Taper des phrases sans clavier sur un ordinateur, simplement par la pensée: c'est possible, et démontré en direct au salon techno CeBIT de Hanovre.

Jeudi et vendredi y étaient testés, pour la première fois en public, deux prototypes de «machine à écrire mentale» développés par une petite équipe de chercheurs, des informaticiens de l'institut allemand Fraunhofer et des spécialistes en neurologie de l'hôpital berlinois Charité.

Deux hommes sont coiffés d'une espèce de bonnet relié par une multitude de câbles à un ordinateur. Assis devant un ordinateur, ils sont parfaitement immobiles, et pourtant sur l'écran un curseur bouge, choisit des lettres, et peu à peu des phrases se forment.

En réalité, ils s'imaginent en train de réaliser des mouvements, explique à l'AFP un des deux responsables du projet, Klaus-Robert Müller, informaticien au Fraunhofer: «Ils s'imaginent qu'ils prennent une balle dans la main gauche ou droite, qu'ils bougent une porte avec un pied ou tirent un but.»

Chaque mouvement imaginé commande un déplacement du curseur sur l'écran, permettant par élimination de choisir des lettres, et d'écrire. Ce n'est pas rapide, plusieurs minutes pour une phrase, mais ça fonctionne.

Le bonnet contient en effet des senseurs, 64 ou 128 selon le modèle, qui permettent comme pour un électroencéphalogramme de mesurer l'activité cérébrale. Les signaux électriques du cerveau sont transmis par câble à l'ordinateur, qui les analyse et les transforme en commande.

Les médecins ont apporté leurs «connaissances physiologiques, sur quel mouvement provoque quelle réaction à quel endroit du cerveau», les informaticiens ont transformé ces informations en algorythmes, détaille Gabriel Curio, professeur en neurologie à l'hôpital berlinois et autre responsable du projet.

A croire les concepteurs, l'utilisation de l'engin ne demande pas un grand entraînement. «Ce n'est pas l'homme, mais la machine qui doit apprendre», souligne M. Curio. L'ordinateur s'adapte à chaque personne, il faut seulement compter quinze à vingt minutes pour configurer un profil individuel. Ensuite «l'essentiel est de se détendre et de se concentrer sur un mouvement précis», note M. Müller.

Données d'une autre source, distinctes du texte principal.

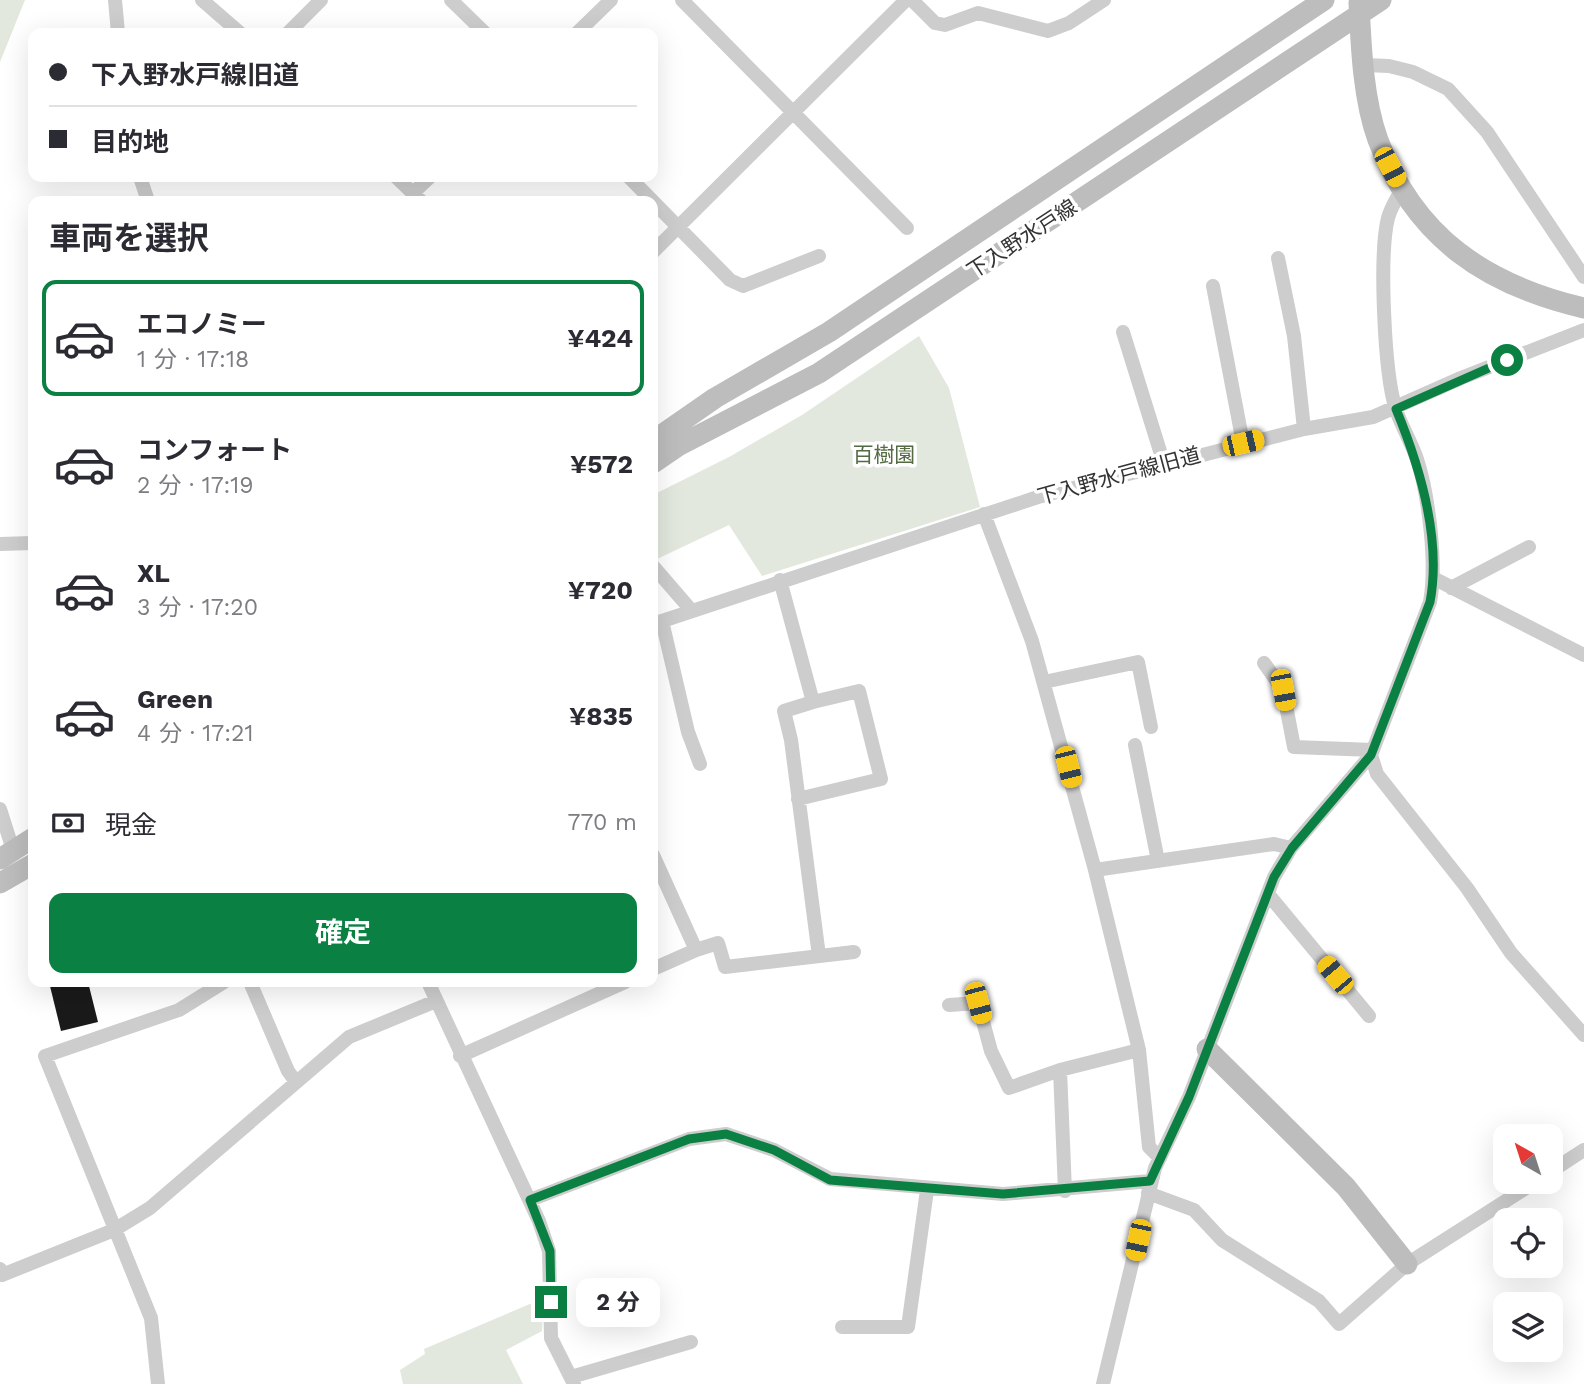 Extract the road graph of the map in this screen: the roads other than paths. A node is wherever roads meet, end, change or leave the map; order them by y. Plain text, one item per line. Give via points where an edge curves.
1 (115, 0) edge
2 (202, 0) edge
3 (321, 0) edge
4 (451, 0) edge
5 (611, 0) edge
6 (682, 0) edge
7 (906, 0) edge
8 (912, 0) edge
9 (1104, 0) edge
10 (1324, 0) edge
11 (1381, 0) edge
12 (1359, 8) edge
13 (118, 28) edge
14 (234, 28) edge
15 (293, 28) edge
16 (480, 28) edge
17 (582, 28) edge
18 (1365, 65) junction
19 (793, 111) junction
20 (401, 182) edge
21 (634, 182) edge
22 (1402, 188) junction
23 (416, 196) edge
24 (648, 196) edge
25 (658, 206) edge
26 (678, 226) junction
27 (907, 228) dead end
28 (658, 247) edge
29 (819, 256) dead end
30 (1278, 258) dead end
31 (1584, 276) edge
32 (1213, 286) dead end
33 (1584, 308) edge
34 (1584, 330) edge
35 (1123, 332) dead end
36 (1396, 409) junction
37 (1304, 429) junction
38 (658, 438) edge
39 (1243, 443) junction
40 (658, 460) edge
41 (1164, 464) junction
42 (984, 513) junction
43 (28, 543) edge
44 (0, 544) edge
45 (1529, 547) dead end
46 (658, 572) edge
47 (1435, 579) junction
48 (780, 580) junction
49 (1451, 588) junction
50 (691, 610) junction
51 (658, 623) edge
52 (658, 627) edge
53 (1584, 655) edge
54 (1264, 663) dead end
55 (1044, 682) junction
56 (813, 702) junction
57 (1151, 727) dead end
58 (1135, 745) dead end
59 (1372, 753) junction
60 (699, 764) dead end
61 (798, 799) junction
62 (0, 809) edge
63 (28, 841) edge
64 (1292, 848) junction
65 (7, 854) edge
66 (1158, 862) junction
67 (658, 866) edge
68 (28, 867) edge
69 (1095, 870) junction
70 (0, 883) edge
71 (1268, 894) junction
72 (696, 950) junction
73 (853, 952) dead end
74 (819, 957) junction
75 (658, 967) edge
76 (215, 987) edge
77 (252, 987) edge
78 (430, 987) edge
79 (614, 987) edge
80 (436, 1001) junction
81 (949, 1005) dead end
82 (1369, 1016) dead end
83 (1584, 1035) edge
84 (1207, 1049) junction
85 (1139, 1050) junction
86 (460, 1056) junction
87 (1060, 1070) junction
88 (296, 1082) junction
89 (1584, 1150) edge
90 (1160, 1158) junction
91 (1563, 1164) edge
92 (1149, 1187) junction
93 (927, 1190) junction
94 (1065, 1191) junction
95 (1517, 1194) edge
96 (530, 1200) junction
97 (114, 1230) junction
98 (1407, 1264) junction
99 (0, 1269) edge
100 (842, 1327) dead end
101 (691, 1342) dead end
102 (573, 1381) edge
103 (158, 1384) edge
104 (1102, 1384) edge

1 - 13 street
2 - 14 street
3 - 15 street
4 - 16 street
5 - 17 street
6 - 19 street
7 - 19 street
8 - 9 street via 934,23 945,25 978,13 1048,31
10 - 38 main road, 下入野水戸線 via 841,324 715,398
11 - 12 main road, 下入野水戸線
12 - 18 main road
12 - 40 main road, 下入野水戸線 via 818,373
18 - 22 main road via 1378,139
18 - 31 street via 1413,72 1448,89 1487,132
19 - 26 street
19 - 27 street
20 - 23 street
21 - 24 street
22 - 33 main road via 1431,230 1475,265 1517,288
22 - 36 street via 1391,209 1385,238 1385,328
25 - 26 street
26 - 28 street
26 - 29 street via 730,280 743,286
30 - 37 street via 1294,336
32 - 39 street
34 - 36 street, 下入野水戸線旧道
35 - 41 street
36 - 37 street, 下入野水戸線旧道
36 - 47 street via 1417,461
37 - 39 street, 下入野水戸線旧道
39 - 41 street, 下入野水戸線旧道
41 - 42 street, 下入野水戸線旧道
42 - 48 street, 下入野水戸線旧道
42 - 55 street
43 - 44 street
45 - 49 street
46 - 50 street
47 - 49 street
47 - 59 street
48 - 50 street, 下入野水戸線旧道
48 - 56 street
49 - 53 street
50 - 51 street, 下入野水戸線旧道
52 - 60 street
54 - 59 street via 1283,690 1294,747
55 - 57 street via 1138,662
55 - 69 street
56 - 61 street via 785,711
56 - 61 street via 859,691 881,779
58 - 66 street
59 - 64 street
59 - 83 street via 1377,774 1467,888 1511,953
61 - 74 street
62 - 65 street
63 - 65 main road
64 - 66 street via 1274,844
64 - 71 street
66 - 69 street
67 - 72 street
68 - 70 main road
69 - 85 street
71 - 82 street
71 - 84 street
72 - 74 street via 718,943 725,967
72 - 75 street
73 - 74 street
76 - 97 street via 179,1010 45,1056
77 - 88 street
78 - 80 street
79 - 86 street
80 - 86 street
80 - 88 street via 349,1037
81 - 87 street via 978,1003 991,1051 1009,1088
84 - 90 street
84 - 98 main road via 1346,1187
85 - 87 street
85 - 90 street via 1149,1147
86 - 96 street
87 - 94 street
88 - 97 street via 172,1192
89 - 91 street
90 - 92 street
92 - 94 street
92 - 98 street via 1194,1210 1222,1240 1319,1301 1339,1324
92 - 104 street
93 - 94 street
93 - 96 street via 830,1180 774,1150 726,1134 689,1139
93 - 100 street via 908,1327
95 - 98 street
96 - 102 street via 550,1251 551,1338
97 - 99 street via 2,1275
97 - 103 street via 151,1318
101 - 102 street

La technique pourrait faire «regagner de la liberté» à certains handicapés moteurs «dont le cerveau est intact mais enfermé dans un corps qui ne réagit plus», souligne M. Curio. Il évoque aussi des applications pour des prothèses: comme on ressent une douleur fantôme dans un membre amputé, le patient imaginerait des «mouvements fantômes» que réaliserait la prothèse.

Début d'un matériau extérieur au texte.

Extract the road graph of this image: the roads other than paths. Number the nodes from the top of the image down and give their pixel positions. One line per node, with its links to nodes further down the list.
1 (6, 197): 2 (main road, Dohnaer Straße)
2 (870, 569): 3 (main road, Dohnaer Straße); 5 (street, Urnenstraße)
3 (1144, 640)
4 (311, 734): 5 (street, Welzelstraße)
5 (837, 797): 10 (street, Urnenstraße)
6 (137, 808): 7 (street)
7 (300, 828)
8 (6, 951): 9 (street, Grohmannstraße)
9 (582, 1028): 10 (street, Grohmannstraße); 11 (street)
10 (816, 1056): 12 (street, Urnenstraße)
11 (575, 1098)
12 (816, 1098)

En dehors du domaine médical, M. Müller évoque les jeux vidéo, ou la conduite automobile: des appareils intelligents, GPS ou téléphone, pourraient tenir compte du stress du conducteur, et ne pas lui parler ni sonner s'il est déjà submergé d'informations.

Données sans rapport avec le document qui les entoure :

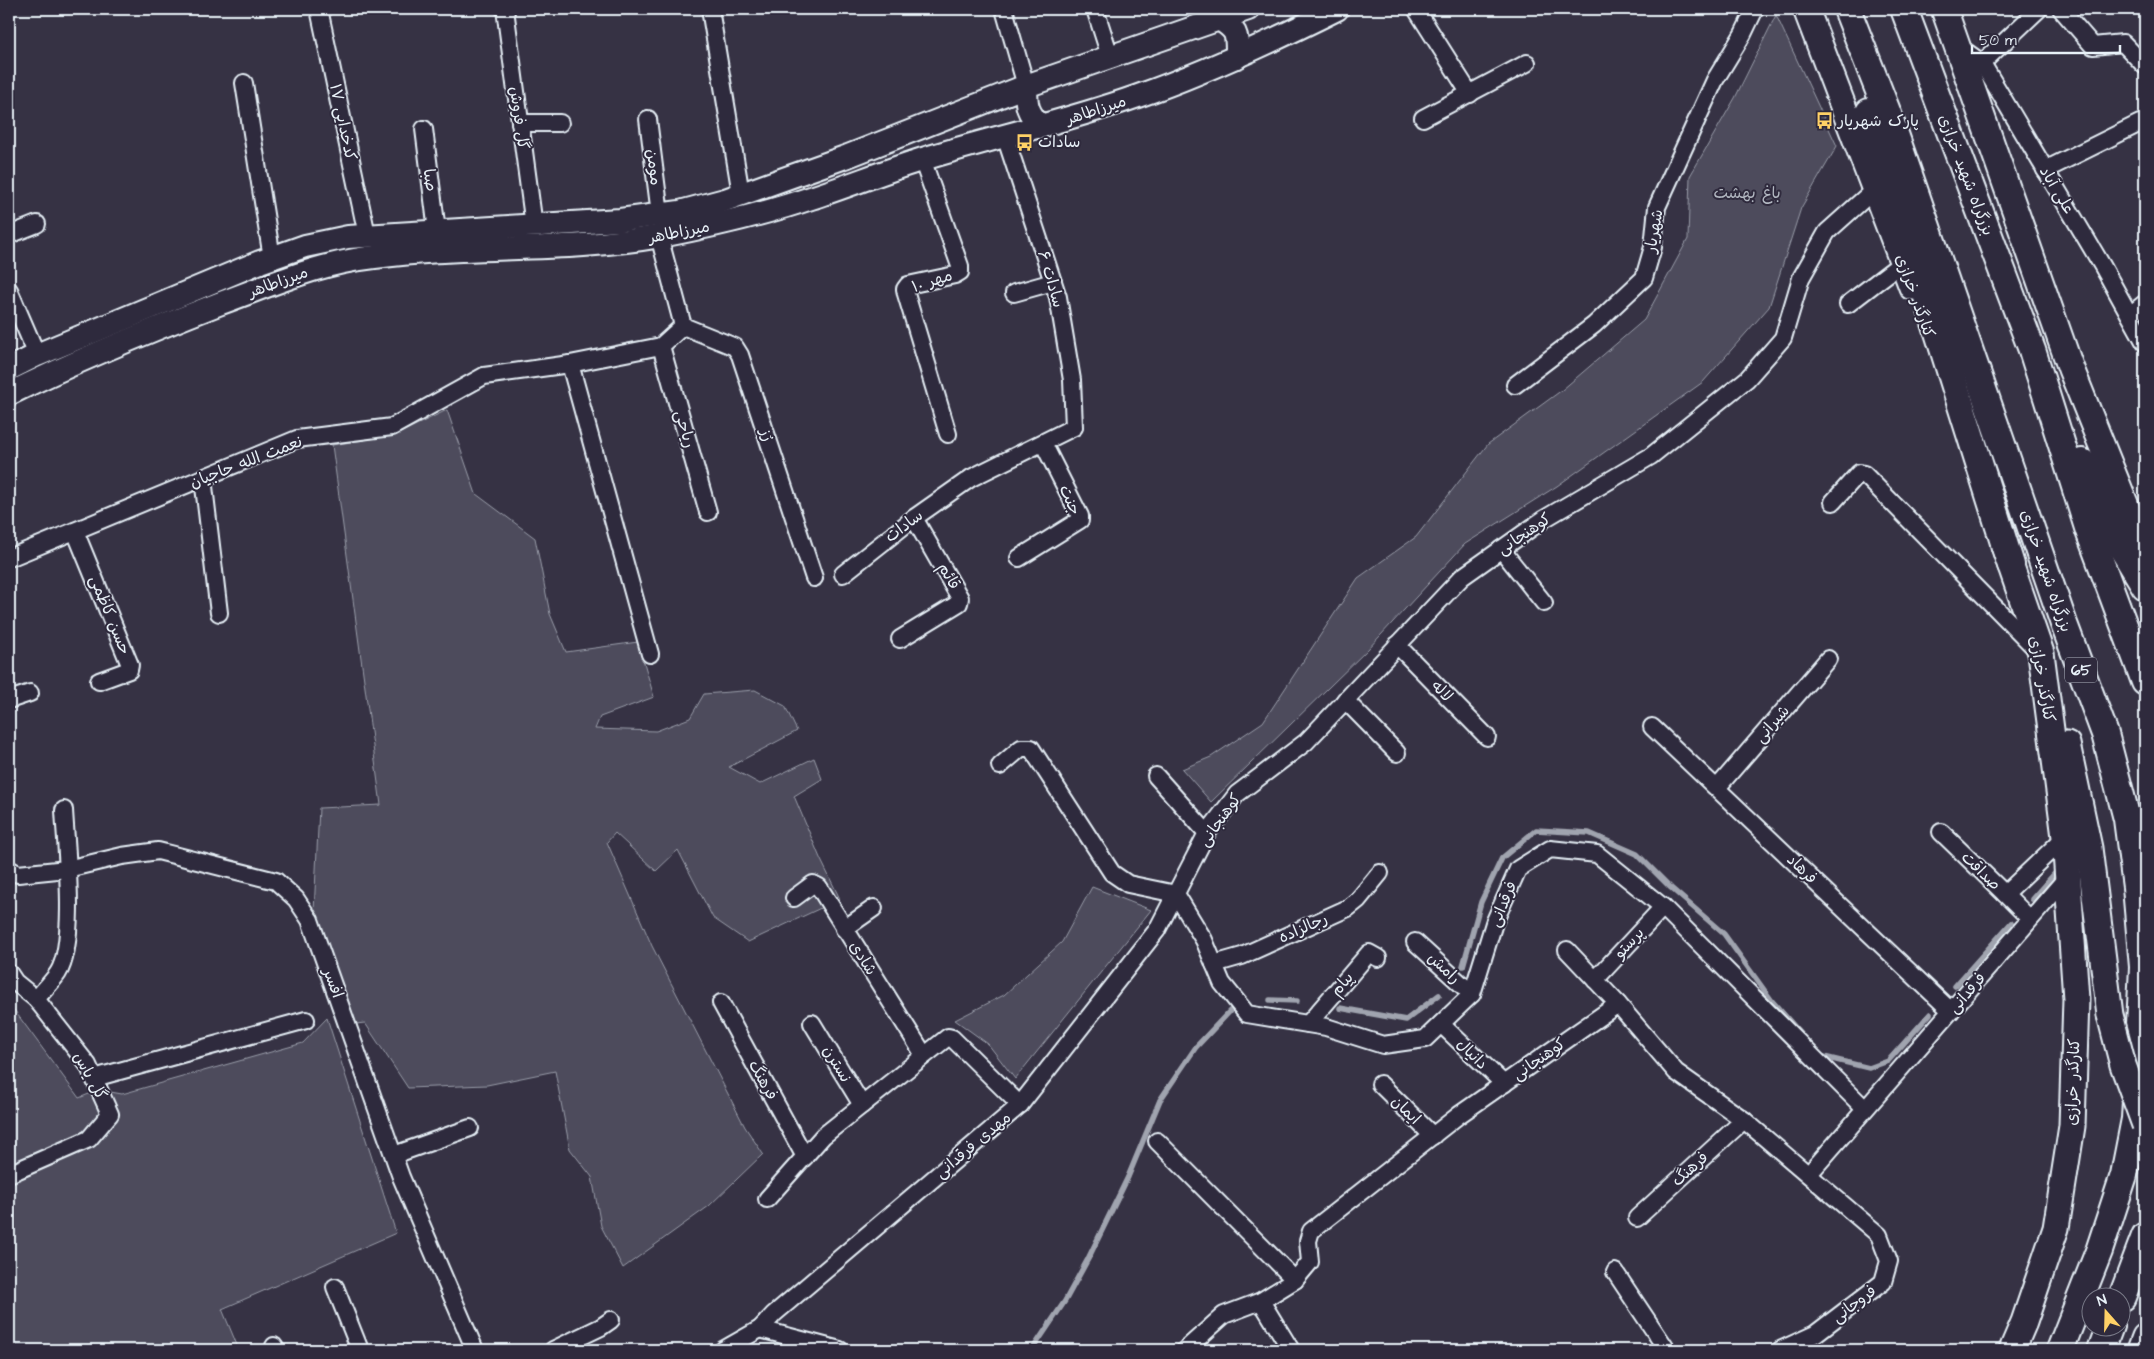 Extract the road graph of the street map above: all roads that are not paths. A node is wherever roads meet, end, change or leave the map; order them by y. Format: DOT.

Mais pour tout cela, il faudra encore attendre. Il a déjà fallu cinq ans pour développer le prototype présenté au CeBIT, et celui-ci pose encore un «gros problème», selon M. Müller: le bonnet. «Il faut trois quarts d'heure pour l'installer». Chacun des senseurs doit en effet toucher le cuir chevelu à un endroit précis. «Ce serait bien si on y arrivait sans contact. Mais c'est très compliqué techniquement.«

Les chercheurs affichent donc des espérances prudentes. Développer une nouvelle technologies d'électrodes et commencer à tester des applications concrètes sur des patients sont cités par M. Curio comme «objectifs pour les deux à quatre prochaines années».